Solipsism is a game-world database for bringing real-time multi-user support to your VR metaverse. It has integrations with Three.js, Cannon.js, and Ammo.js, but it does not put constraints how you model your world: it is designed so that you can write bindings between the Solipsism GameWorld and any representation you wish.

For example, you could bind to different representations of voxel objects, a limited number of pre-suppored 3D shapes, or arbitrary meshes for CSG editing.

How it works

Solopsism is built around 4 key concepts:

• GameWorld: The GameWorld contains all the objects that make up your simulation. Each GameWorld has a unique identifier.
• GameObject: The content of the GameWorld is made up entirely of GameObjects. Each object has a unique identififer, and owner (one of the GameWorlds), and a payload of properties. At this stage, objects can't be nested.
• WorldSyncer: This will keep two GameWorlds in sync. It can do so over a web-socket or between a webworker and the main browser thread. Client-server communcation is handled by the WorldSyncer.
• Bindings: Without bindings, your world may be kept in sync, but would be invisible. The bindings are used to connect your GameWorld and GameObjects to other systems, such as Three.js and Ammo.js.

Getting started

A simple world

To start with, you can run single GameWorld in your browser's main thread.
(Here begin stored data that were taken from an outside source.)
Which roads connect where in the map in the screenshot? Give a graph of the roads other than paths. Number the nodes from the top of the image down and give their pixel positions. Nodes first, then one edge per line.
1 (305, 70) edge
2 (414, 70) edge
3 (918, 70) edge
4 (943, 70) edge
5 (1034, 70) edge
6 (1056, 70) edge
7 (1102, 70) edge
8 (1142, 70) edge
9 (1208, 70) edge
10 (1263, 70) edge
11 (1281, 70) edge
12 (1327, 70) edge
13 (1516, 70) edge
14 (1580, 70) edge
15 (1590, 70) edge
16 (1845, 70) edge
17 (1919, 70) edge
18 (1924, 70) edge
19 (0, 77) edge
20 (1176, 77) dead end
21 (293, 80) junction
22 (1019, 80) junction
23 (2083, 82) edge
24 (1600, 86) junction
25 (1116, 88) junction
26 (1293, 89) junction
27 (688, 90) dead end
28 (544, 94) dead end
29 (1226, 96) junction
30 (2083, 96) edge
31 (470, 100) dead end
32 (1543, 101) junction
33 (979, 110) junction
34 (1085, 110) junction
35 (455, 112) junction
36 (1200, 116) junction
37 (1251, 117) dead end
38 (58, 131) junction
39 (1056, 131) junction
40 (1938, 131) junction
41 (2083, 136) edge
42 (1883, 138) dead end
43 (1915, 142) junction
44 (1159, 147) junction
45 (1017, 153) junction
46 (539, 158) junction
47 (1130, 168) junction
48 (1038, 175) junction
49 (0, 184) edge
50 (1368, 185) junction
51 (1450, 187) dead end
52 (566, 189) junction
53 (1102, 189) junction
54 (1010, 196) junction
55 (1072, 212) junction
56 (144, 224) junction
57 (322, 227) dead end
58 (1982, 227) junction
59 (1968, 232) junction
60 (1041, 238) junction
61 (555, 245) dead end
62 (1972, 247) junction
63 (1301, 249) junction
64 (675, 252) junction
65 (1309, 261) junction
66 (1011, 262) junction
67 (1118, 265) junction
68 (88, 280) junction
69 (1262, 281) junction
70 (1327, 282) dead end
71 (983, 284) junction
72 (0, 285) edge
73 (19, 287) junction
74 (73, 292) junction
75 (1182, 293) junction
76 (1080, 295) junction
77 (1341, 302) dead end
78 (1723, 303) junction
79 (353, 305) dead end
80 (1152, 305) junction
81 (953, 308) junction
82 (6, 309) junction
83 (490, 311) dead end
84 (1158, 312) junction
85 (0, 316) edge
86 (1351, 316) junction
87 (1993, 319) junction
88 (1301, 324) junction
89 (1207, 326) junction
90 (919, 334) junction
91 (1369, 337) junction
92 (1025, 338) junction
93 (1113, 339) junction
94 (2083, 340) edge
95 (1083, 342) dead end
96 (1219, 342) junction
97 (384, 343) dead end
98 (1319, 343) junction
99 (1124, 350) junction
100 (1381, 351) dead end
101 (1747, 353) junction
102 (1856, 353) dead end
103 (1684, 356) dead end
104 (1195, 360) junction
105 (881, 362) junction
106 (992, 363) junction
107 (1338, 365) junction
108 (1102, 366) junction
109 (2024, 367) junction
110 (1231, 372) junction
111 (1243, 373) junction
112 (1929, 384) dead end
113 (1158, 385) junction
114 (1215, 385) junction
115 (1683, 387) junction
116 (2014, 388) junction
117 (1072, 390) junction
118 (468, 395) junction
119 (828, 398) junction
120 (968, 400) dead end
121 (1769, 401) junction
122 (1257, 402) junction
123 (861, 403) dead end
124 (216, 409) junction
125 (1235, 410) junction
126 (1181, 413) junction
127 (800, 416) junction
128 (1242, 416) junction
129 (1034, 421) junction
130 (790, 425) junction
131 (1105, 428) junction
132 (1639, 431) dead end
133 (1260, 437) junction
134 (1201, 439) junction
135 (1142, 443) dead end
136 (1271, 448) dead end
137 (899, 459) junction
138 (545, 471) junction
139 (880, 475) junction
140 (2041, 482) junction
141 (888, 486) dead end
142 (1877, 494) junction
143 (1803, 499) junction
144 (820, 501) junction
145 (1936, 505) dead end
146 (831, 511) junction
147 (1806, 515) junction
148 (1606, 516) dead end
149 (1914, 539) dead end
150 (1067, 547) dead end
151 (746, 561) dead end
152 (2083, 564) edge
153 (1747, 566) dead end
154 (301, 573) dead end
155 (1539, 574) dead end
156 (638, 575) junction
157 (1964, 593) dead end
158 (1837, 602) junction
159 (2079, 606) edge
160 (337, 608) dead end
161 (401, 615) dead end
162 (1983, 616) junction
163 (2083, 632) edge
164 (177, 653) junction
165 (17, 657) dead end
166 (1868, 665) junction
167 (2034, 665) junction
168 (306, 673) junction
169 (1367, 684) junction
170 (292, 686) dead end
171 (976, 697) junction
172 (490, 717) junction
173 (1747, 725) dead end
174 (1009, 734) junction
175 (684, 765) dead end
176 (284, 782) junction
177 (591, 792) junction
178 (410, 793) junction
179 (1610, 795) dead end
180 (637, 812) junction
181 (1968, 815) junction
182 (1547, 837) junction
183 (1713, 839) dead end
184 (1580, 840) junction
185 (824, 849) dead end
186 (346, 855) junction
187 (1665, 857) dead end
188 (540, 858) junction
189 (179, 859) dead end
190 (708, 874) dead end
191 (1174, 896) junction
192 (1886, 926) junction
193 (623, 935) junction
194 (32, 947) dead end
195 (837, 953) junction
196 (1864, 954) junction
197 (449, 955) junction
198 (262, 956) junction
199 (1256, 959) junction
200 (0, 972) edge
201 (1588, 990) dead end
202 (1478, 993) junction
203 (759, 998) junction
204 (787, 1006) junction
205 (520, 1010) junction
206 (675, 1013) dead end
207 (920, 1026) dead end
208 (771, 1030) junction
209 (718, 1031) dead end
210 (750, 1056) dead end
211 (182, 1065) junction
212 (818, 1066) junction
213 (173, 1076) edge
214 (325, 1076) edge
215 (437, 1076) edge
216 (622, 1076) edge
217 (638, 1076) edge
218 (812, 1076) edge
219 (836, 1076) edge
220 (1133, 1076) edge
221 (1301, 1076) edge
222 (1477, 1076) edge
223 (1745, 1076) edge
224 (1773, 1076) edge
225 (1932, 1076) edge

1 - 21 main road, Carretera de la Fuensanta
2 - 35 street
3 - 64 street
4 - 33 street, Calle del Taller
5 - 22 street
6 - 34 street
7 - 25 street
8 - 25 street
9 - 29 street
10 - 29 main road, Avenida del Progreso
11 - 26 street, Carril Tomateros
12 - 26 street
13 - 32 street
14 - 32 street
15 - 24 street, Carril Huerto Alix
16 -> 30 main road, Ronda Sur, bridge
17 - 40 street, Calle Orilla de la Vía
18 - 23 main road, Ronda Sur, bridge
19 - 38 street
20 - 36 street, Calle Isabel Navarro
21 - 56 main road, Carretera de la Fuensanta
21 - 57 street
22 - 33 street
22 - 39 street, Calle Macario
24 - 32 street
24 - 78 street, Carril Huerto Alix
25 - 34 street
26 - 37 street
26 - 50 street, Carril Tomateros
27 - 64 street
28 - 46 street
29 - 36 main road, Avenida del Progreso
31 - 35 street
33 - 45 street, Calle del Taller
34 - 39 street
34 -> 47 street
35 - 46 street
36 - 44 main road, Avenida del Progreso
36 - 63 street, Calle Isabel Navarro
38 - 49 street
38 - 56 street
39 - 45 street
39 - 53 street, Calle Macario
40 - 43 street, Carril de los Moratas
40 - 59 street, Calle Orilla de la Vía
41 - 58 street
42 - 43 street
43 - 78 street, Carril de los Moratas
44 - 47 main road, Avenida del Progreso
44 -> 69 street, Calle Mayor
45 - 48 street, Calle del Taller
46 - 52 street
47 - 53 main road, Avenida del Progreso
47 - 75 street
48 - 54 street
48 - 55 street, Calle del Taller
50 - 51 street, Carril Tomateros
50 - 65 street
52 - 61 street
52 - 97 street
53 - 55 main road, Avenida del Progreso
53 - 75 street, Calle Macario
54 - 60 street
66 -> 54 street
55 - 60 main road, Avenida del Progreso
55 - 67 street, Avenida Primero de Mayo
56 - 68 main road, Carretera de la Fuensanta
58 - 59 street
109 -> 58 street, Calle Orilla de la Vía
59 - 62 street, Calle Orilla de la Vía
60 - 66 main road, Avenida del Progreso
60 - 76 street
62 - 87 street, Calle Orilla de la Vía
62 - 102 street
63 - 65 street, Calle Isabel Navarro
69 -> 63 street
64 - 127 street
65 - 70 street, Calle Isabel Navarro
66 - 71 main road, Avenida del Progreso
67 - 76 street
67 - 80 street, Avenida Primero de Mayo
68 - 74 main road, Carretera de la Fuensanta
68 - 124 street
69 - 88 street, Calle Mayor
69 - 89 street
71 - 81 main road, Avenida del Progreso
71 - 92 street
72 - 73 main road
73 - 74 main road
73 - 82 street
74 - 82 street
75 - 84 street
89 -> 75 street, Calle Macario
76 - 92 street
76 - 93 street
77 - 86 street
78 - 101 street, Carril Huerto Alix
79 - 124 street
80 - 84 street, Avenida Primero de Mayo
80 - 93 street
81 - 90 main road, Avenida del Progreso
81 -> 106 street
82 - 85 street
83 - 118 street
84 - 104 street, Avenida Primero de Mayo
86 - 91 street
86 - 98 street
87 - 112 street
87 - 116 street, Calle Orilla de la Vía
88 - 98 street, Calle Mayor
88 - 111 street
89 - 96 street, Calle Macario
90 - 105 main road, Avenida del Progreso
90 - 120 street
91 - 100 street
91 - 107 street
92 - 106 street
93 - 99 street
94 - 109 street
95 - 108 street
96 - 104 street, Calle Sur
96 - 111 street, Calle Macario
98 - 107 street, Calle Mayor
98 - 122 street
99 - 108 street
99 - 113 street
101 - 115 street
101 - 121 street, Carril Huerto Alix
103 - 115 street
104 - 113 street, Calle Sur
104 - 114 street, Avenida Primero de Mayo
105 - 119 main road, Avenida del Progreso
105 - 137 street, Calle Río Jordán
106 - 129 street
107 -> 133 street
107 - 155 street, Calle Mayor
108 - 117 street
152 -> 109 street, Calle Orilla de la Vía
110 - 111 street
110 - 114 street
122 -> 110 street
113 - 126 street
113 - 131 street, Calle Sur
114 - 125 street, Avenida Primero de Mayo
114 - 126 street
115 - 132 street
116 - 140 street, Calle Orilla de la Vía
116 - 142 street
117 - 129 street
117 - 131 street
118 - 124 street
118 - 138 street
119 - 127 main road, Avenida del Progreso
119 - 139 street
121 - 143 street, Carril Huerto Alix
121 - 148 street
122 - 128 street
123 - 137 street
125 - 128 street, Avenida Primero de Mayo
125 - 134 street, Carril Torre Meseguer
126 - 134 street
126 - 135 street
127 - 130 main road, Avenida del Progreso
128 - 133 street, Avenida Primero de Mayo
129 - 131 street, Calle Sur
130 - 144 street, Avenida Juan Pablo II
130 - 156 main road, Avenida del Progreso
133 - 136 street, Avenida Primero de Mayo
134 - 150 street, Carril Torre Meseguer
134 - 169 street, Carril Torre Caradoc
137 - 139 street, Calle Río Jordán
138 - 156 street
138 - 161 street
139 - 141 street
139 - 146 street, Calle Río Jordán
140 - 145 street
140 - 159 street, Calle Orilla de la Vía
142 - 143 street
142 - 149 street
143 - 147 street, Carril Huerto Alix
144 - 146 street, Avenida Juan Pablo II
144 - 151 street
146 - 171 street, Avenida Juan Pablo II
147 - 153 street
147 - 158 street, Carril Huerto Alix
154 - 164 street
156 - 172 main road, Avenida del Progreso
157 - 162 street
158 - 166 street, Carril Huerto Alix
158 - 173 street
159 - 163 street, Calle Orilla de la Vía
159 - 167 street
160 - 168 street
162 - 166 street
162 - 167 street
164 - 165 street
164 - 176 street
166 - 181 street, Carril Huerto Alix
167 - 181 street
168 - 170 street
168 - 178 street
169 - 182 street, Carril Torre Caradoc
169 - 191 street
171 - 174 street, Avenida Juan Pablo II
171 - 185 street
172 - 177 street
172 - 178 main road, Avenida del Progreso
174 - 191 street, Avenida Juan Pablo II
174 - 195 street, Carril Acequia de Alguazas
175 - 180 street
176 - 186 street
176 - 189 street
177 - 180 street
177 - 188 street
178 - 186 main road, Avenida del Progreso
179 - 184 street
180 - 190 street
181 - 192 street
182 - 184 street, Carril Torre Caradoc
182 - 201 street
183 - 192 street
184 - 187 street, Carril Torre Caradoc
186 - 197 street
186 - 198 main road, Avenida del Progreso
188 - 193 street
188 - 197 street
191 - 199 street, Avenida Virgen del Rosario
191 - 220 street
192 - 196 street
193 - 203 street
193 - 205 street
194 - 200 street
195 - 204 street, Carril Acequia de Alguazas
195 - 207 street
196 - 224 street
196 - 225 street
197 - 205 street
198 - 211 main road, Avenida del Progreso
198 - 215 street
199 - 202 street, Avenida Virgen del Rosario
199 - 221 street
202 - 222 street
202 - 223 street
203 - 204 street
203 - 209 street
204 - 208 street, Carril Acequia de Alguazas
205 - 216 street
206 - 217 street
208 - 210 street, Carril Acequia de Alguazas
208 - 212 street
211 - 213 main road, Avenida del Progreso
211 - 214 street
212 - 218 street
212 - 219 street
Create a new GameWorld object and call add() to create projects in it.

var Sol = require('solipsism');
 
var world = new Sol.GameWorld('Client');
 
world.add({
  type: 'light',
  light: 'spotlight',
  color: 0xFFFFFF,
  position: [1,10,5],
});
 
world.add({
  geometry: { type: 'box', size: [ 2, 0.2, 2 ] },
  material: { type: 'lambert', color: 0x007700 },
  mass: 0,
  position: [0, -0.1, 0],
});
 
world.add({
  geometry: { type: 'sphere', radius: 0.5, widthSegments: 16, heightSegments: 16 },
  material: { type: 'phong',  color: 0xCC0000, shininess: 60 },
  mass: 5,
  position: [0, 1, 0],
}));

We can see that the representation of objects is quite simple: we don't have specialised vector objects, etc, we just use 3-element arrays. GameObject properties are designed to be easily serialised as JSON.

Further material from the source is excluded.